Werts' Heirs v. Vick
Werts' Heirs v. Vick
Opinion of the Court
This suit involves the title to 160 acres of land in Young county. The appellants own the superior record title, and the appellee claims by limitation. The land was patented to Jacob Werts, and the appellants are his heirs. On ¡September 1, 1880, by a written lease, duly recorded, Jacob Werts, in consideration of $250 paid, leased the land in controversy for the period of 50 years to J. H. Carter, through whom appel-lee claims. In 1881 the said J. H. Carter bought the land at sale for taxes, and the sheriff and tax collector executed and delivered tax deed therefor, which was duly recorded. In 1883 Carter executed quitclaim deed to the land to J. S. Timmons, who in 1911 conveyed it by general warranty deed to other parties. The land thereafter passed through several successive grantees by warranty deeds, being ultimately conveyed by such deed to appellee, D. G. Vick, in the year of 1915. The conveyances referred to were duly recorded at the time of their execution. The case was tried upon an agreed statement, and it was agreed, in addition to the facts already stated:
“That D. G. Vick has title to said land by limitation, unless such limitation title is defeated by the lease above mentioned from Werts to Carter. * * * That neither said Vick nor those under whom he claims have ever given to Jacob Werts, or his said heirs, any actual notice that the relation of landlord and tenant was repudiated; the recording of adverse deeds and open possession thereunder being the only repudiation of such relationshp.”

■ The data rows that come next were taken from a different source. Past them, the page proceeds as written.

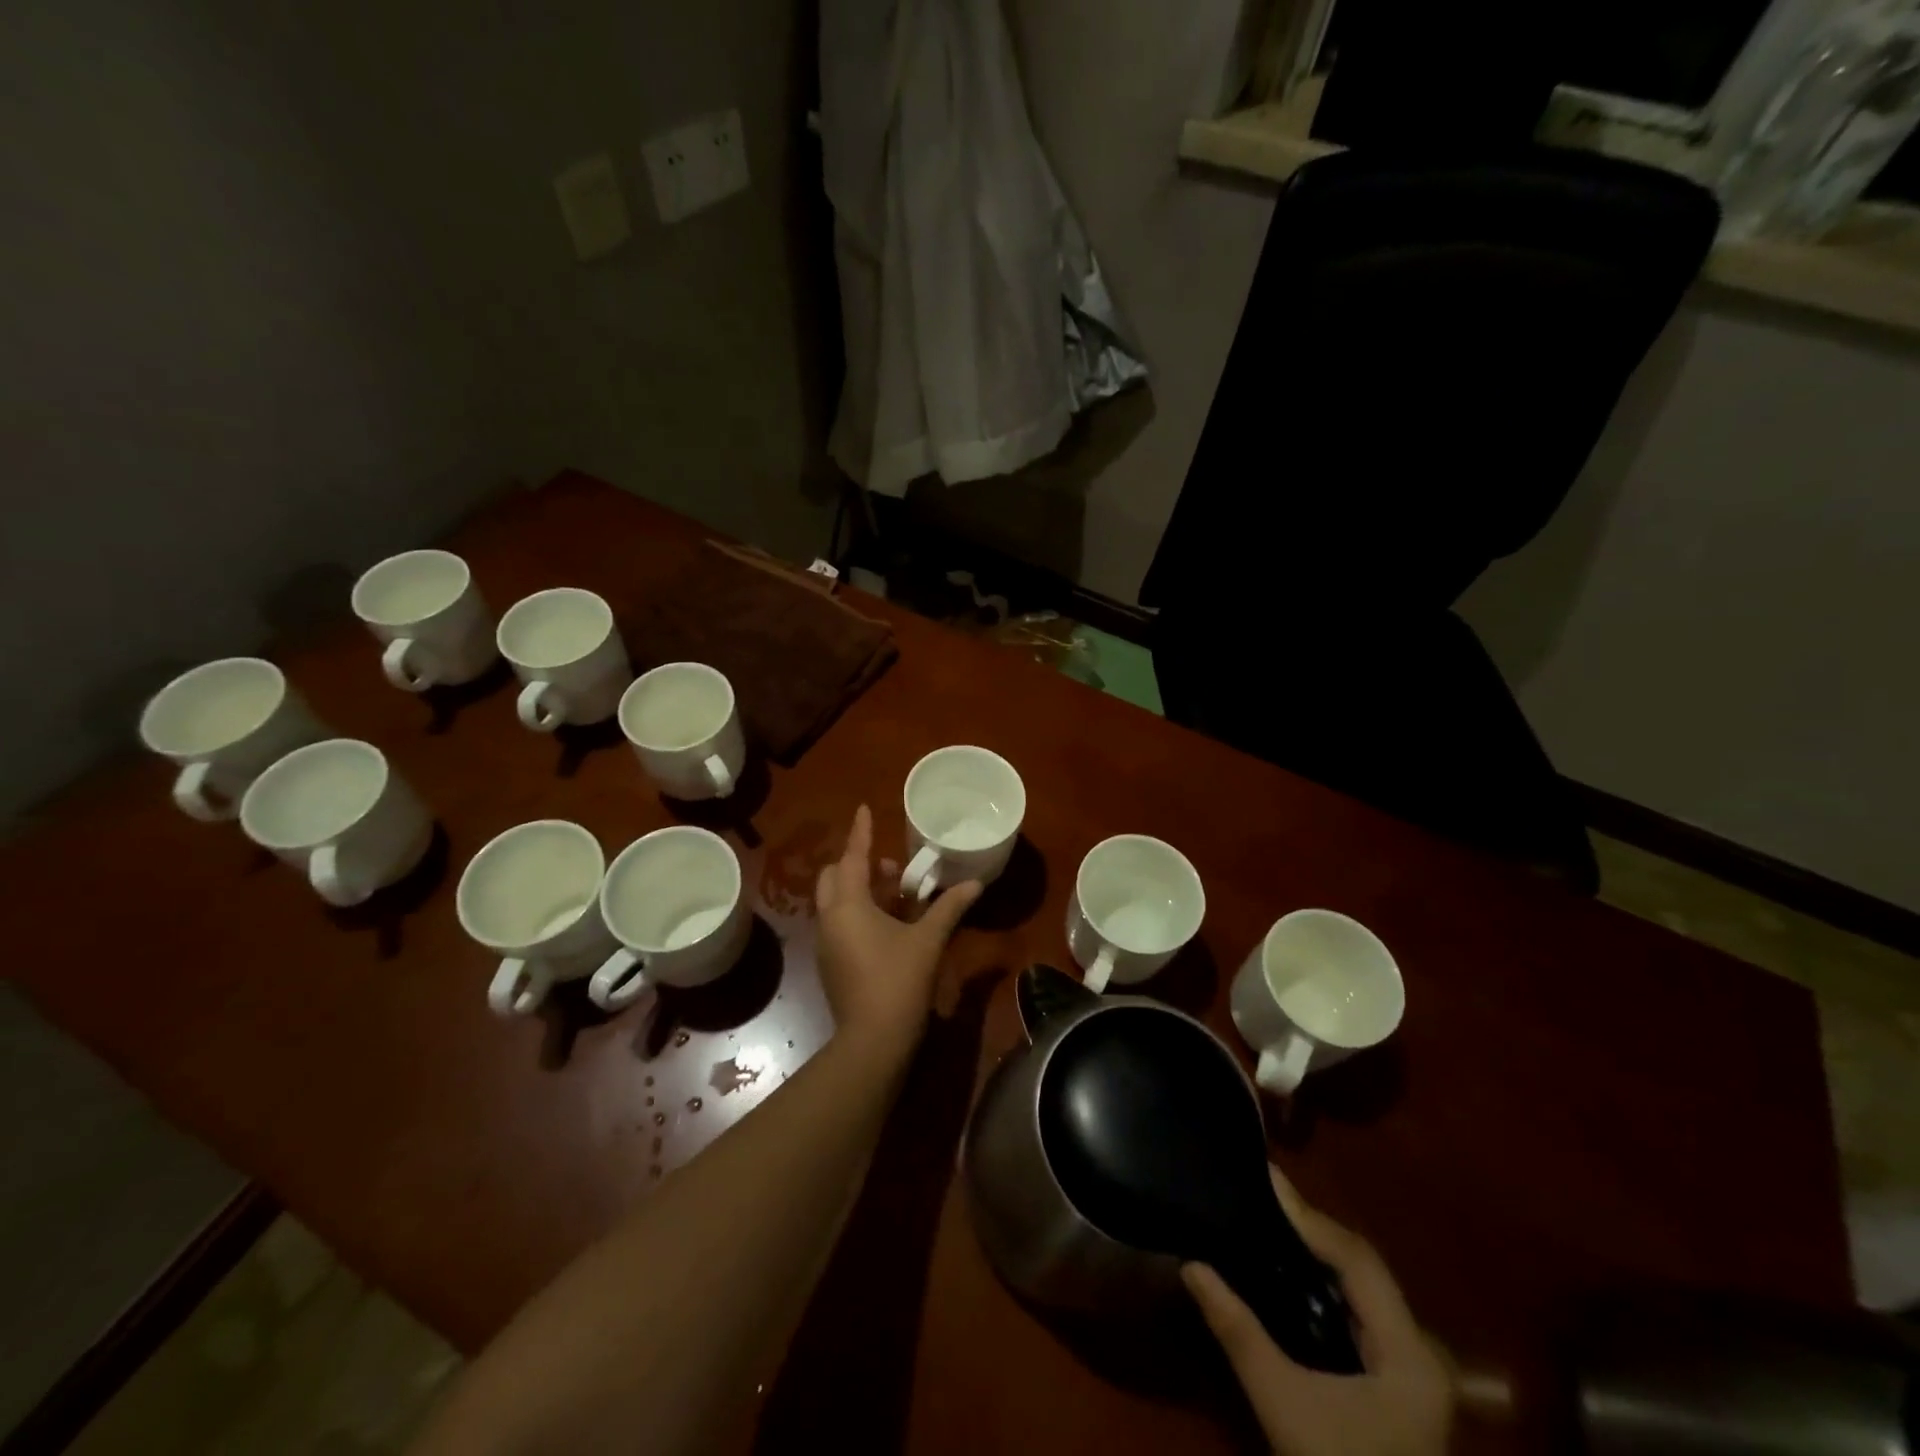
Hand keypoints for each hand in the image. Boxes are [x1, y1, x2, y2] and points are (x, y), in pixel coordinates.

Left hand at [815, 805, 980, 1061]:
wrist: (872, 1040)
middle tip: (895, 872)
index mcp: (848, 905)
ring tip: (898, 897)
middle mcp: (829, 918)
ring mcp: (826, 942)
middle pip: (835, 876)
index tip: (863, 808)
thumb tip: (975, 885)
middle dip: (860, 865)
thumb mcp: (928, 940)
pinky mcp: (829, 962)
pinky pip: (839, 921)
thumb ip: (949, 908)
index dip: (861, 832)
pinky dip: (857, 911)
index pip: (853, 857)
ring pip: (836, 900)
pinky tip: (888, 925)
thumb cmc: (899, 981)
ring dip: (860, 889)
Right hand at [1184, 1166, 1453, 1455]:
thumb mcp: (1282, 1403)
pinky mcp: (1400, 1381)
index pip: (1356, 1259)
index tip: (1268, 1177)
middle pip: (1364, 1266)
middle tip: (1265, 1192)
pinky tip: (1298, 1268)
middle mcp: (1421, 1349)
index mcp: (1408, 1352)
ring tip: (1274, 1216)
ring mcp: (1416, 1367)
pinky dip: (1330, 1280)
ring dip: (1321, 1250)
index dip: (1310, 1216)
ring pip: (1366, 1286)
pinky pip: (1364, 1309)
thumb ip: (1238, 1331)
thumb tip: (1191, 1265)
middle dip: (1313, 1226)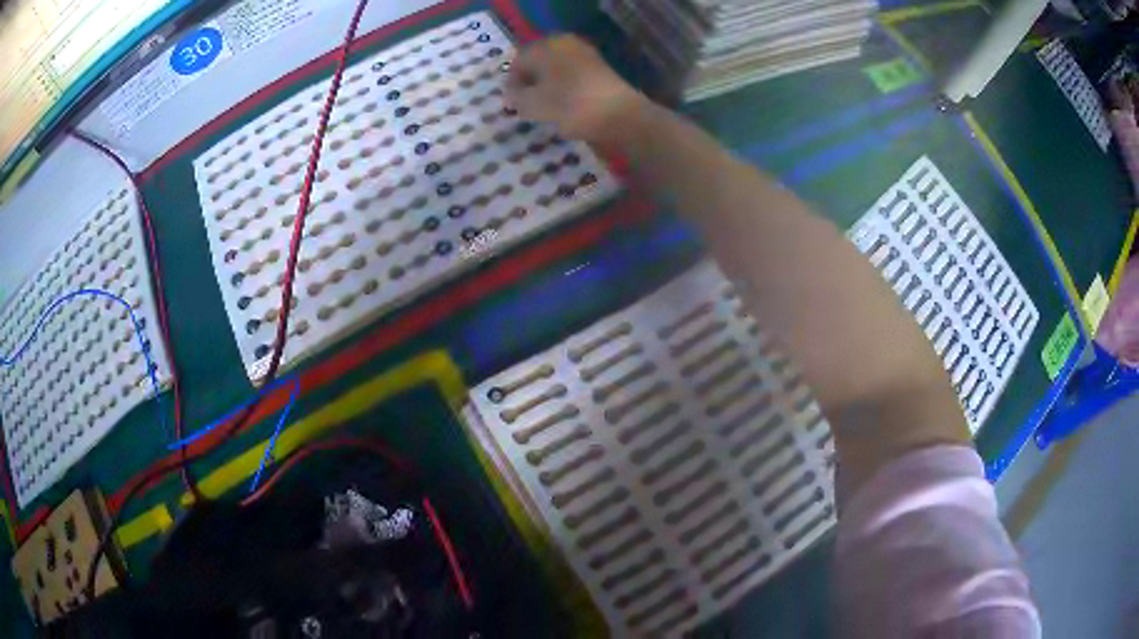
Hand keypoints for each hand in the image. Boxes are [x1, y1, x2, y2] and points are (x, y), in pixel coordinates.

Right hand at [506, 35, 646, 143]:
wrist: (621, 116)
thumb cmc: (571, 106)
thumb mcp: (533, 105)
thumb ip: (516, 97)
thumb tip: (513, 93)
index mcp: (545, 46)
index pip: (518, 62)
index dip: (512, 85)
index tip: (512, 106)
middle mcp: (565, 43)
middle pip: (538, 64)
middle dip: (531, 84)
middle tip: (527, 107)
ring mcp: (585, 54)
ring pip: (556, 70)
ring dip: (548, 87)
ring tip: (545, 110)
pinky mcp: (600, 69)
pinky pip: (573, 77)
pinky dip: (565, 90)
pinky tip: (565, 108)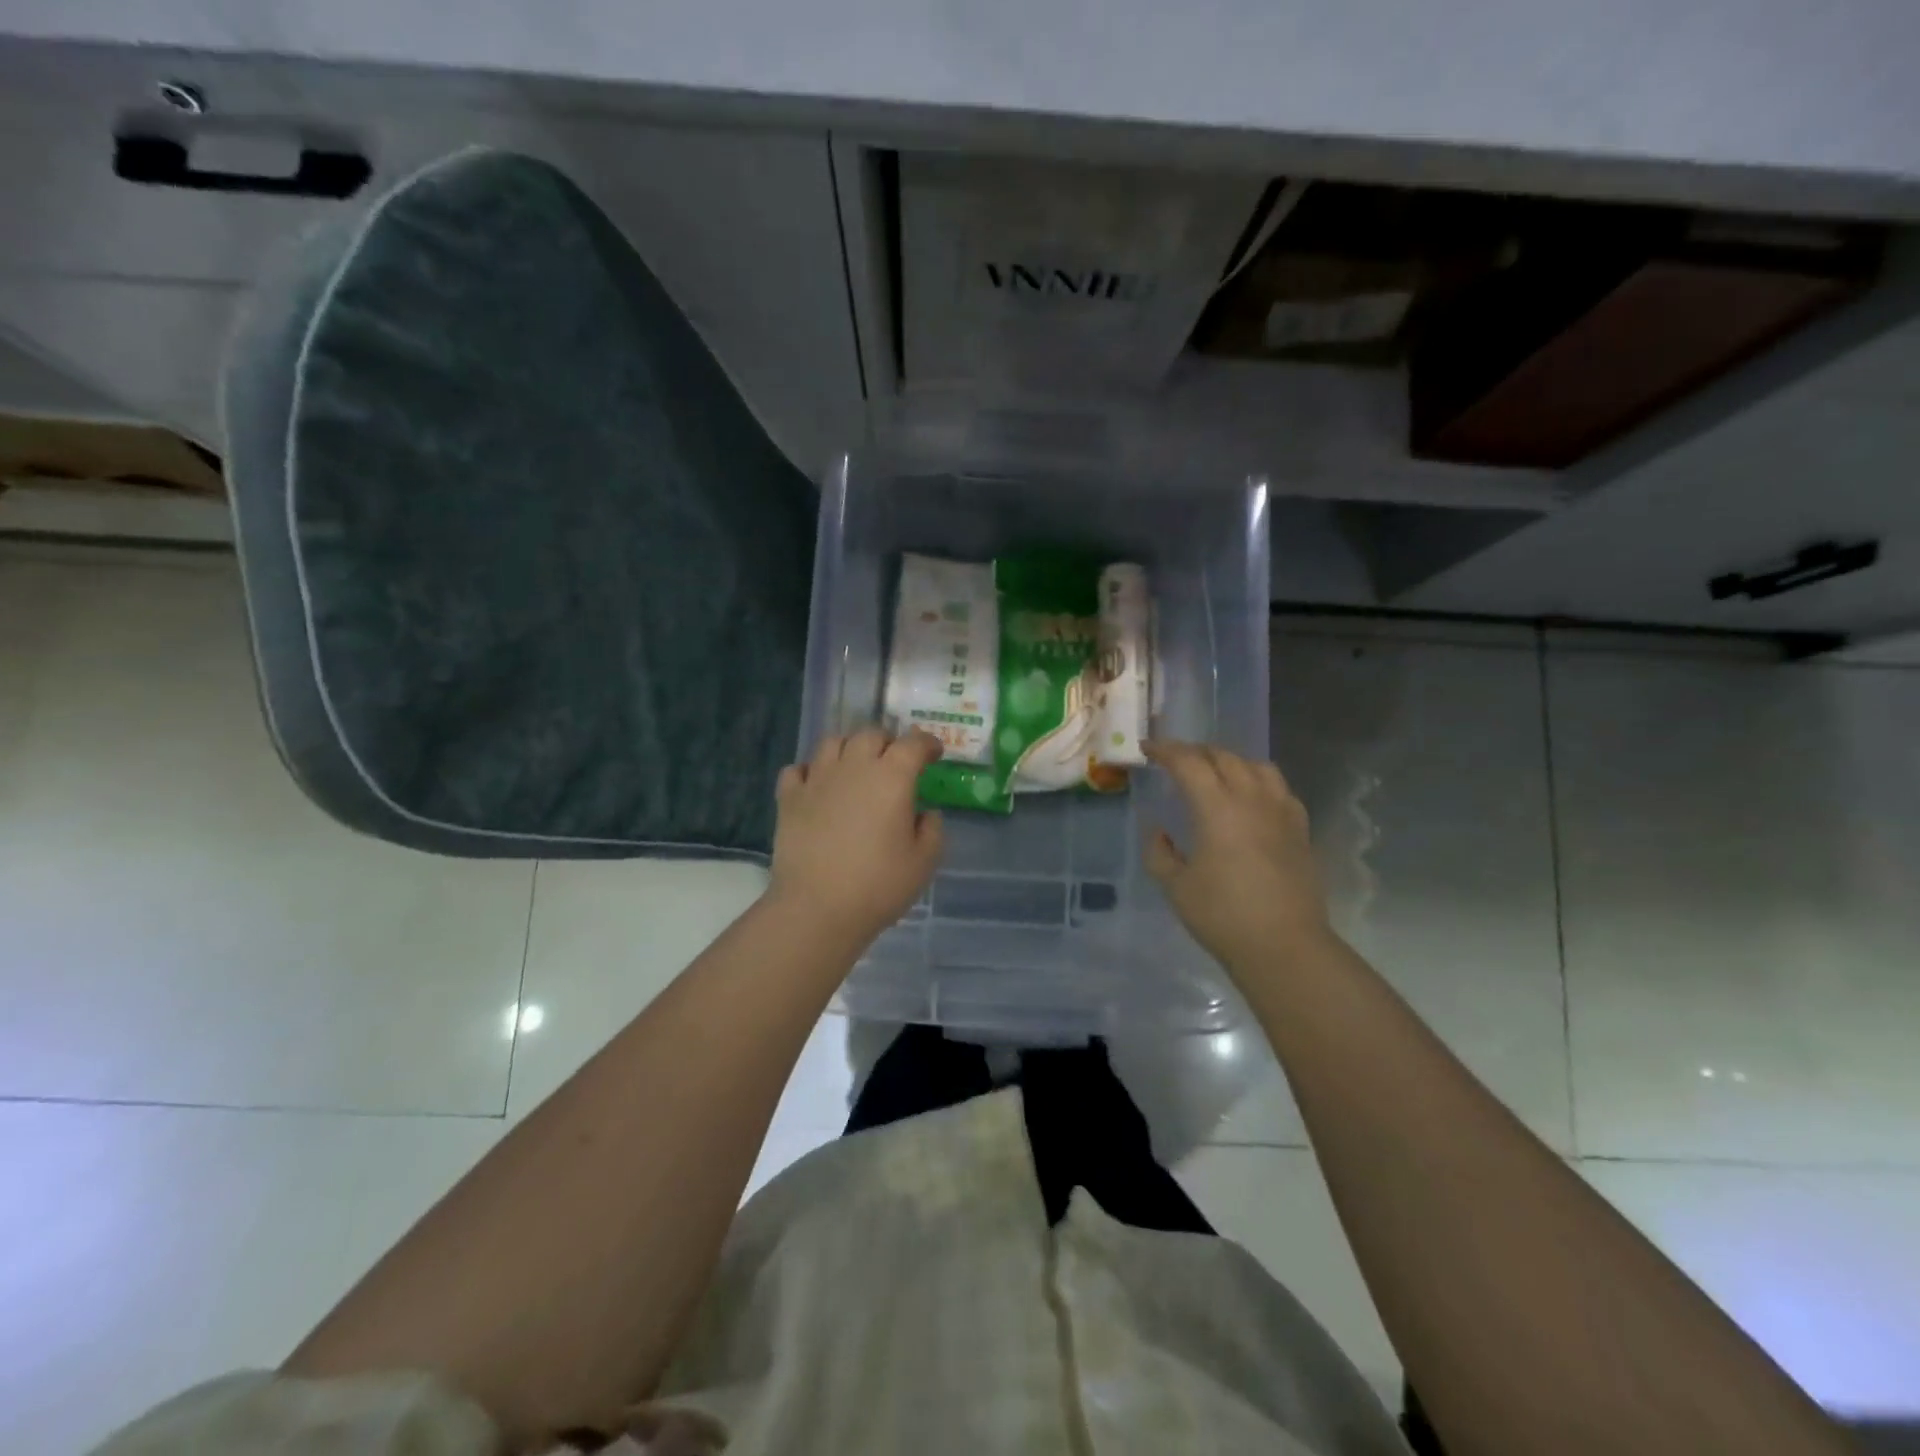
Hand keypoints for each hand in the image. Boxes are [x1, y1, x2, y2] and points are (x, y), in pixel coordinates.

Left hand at [767, 727, 945, 944]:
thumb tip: (925, 813)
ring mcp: (817, 779)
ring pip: (832, 742)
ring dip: (849, 748)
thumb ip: (932, 830)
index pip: (913, 743)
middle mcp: (854, 767)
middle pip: (870, 735)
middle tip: (895, 761)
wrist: (817, 908)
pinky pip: (797, 769)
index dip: (927, 743)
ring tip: (855, 766)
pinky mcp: (789, 798)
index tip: (934, 753)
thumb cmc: (879, 885)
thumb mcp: (924, 862)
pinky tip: (817, 785)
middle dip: (887, 741)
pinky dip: (809, 771)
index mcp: (892, 778)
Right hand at [1143, 740, 1333, 973]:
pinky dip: (1258, 780)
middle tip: (1175, 760)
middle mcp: (1252, 799)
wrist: (1285, 946)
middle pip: (1224, 757)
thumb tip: (1159, 832)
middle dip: (1196, 752)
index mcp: (1217, 808)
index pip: (1189, 763)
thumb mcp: (1175, 886)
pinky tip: (1251, 798)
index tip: (1148, 749)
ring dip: (1230, 761)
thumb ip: (1159, 852)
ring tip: (1215, 772)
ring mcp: (1282, 812)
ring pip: (1257, 766)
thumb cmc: (1222, 916)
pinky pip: (1279, 788)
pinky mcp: (1301, 829)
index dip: (1165, 751)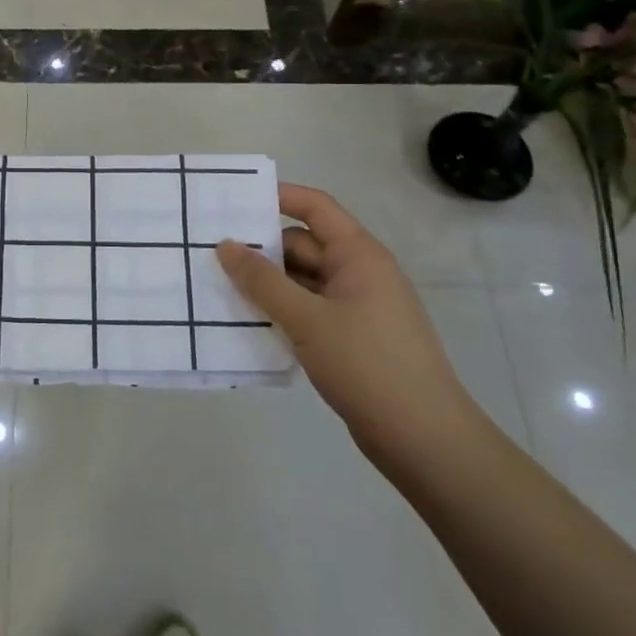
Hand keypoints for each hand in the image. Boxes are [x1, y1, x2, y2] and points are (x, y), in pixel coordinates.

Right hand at [216, 184, 484, 470]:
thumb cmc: (366, 364)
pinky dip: (282, 311)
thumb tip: (225, 245)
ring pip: (303, 281)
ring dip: (268, 284)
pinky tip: (250, 323)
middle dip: (261, 248)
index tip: (234, 201)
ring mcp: (358, 307)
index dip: (278, 197)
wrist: (423, 439)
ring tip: (220, 287)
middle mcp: (359, 273)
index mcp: (358, 255)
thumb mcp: (307, 319)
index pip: (315, 207)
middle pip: (304, 245)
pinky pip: (309, 310)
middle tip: (211, 252)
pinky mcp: (352, 338)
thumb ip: (262, 281)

Appellee, Vick, brought this suit against the unknown heirs of Jacob Werts in the form of trespass to try title, and also set up title by limitation under the 5 and 10 year statute. The appellees appeared, pleaded not guilty, and by a cross-action, in form of trespass to try title, prayed for judgment for the land.
The registration of a deed does not have the broad effect of notice contended for by appellee, and as might be inferred from the literal construction of the provisions of article 6842, R. S. it has been frequently announced that the purpose of the registration law was to protect those subsequently dealing with the land and the record of a deed is notice only to those claiming under the grantor. White v. McGregor, 92 Tex. 556, 50 S. W. 564, 71 Am. St. Rep. 875. The owner of the land is not required to constantly examine the records, to ascertain whether some one has placed of record some instrument affecting his title. If possession of the land is disturbed, he is bound by notice of such fact, and by virtue of the limitation statutes may then be said to be affected with notice of the claim evidenced by the deed under which the possession was taken. But Werts’ possession of the land was not disturbed, and on principle he is not to be charged with notice of the fact of the registration of a hostile deed to his tenant. The case of Udell v. Peak, supra, was referred to with approval in the case of Bryson v. Boyce, 41 Tex. Civ. App. 415, 92 S. W. 820, where the adverse possession of the tenant was attempted to be supported by the purchase of the land under a tax deed during the tenancy. See, also, Hintze v. Krabbenschmidt, 44 S. W. 39; Reichstetter v. Reese, 39 S. W. 596. The evidence, therefore, fails to show that limitation began to run in favor of the original lessee, Carter, by reason of Ms record of the ‘tax deed. The distinction between this case and that of Crosby v. Bonnowsky, 29 Tex. Civ. App. 455, 69 S. W. 212, is that in said case the tax sale itself conveyed a good title, and was not merely relied upon to support a title by limitations, as in this case.
Under the agreed facts in this case, we think that appellants are entitled to judgment, and we therefore reverse the judgment of the court below, and here render judgment in their favor.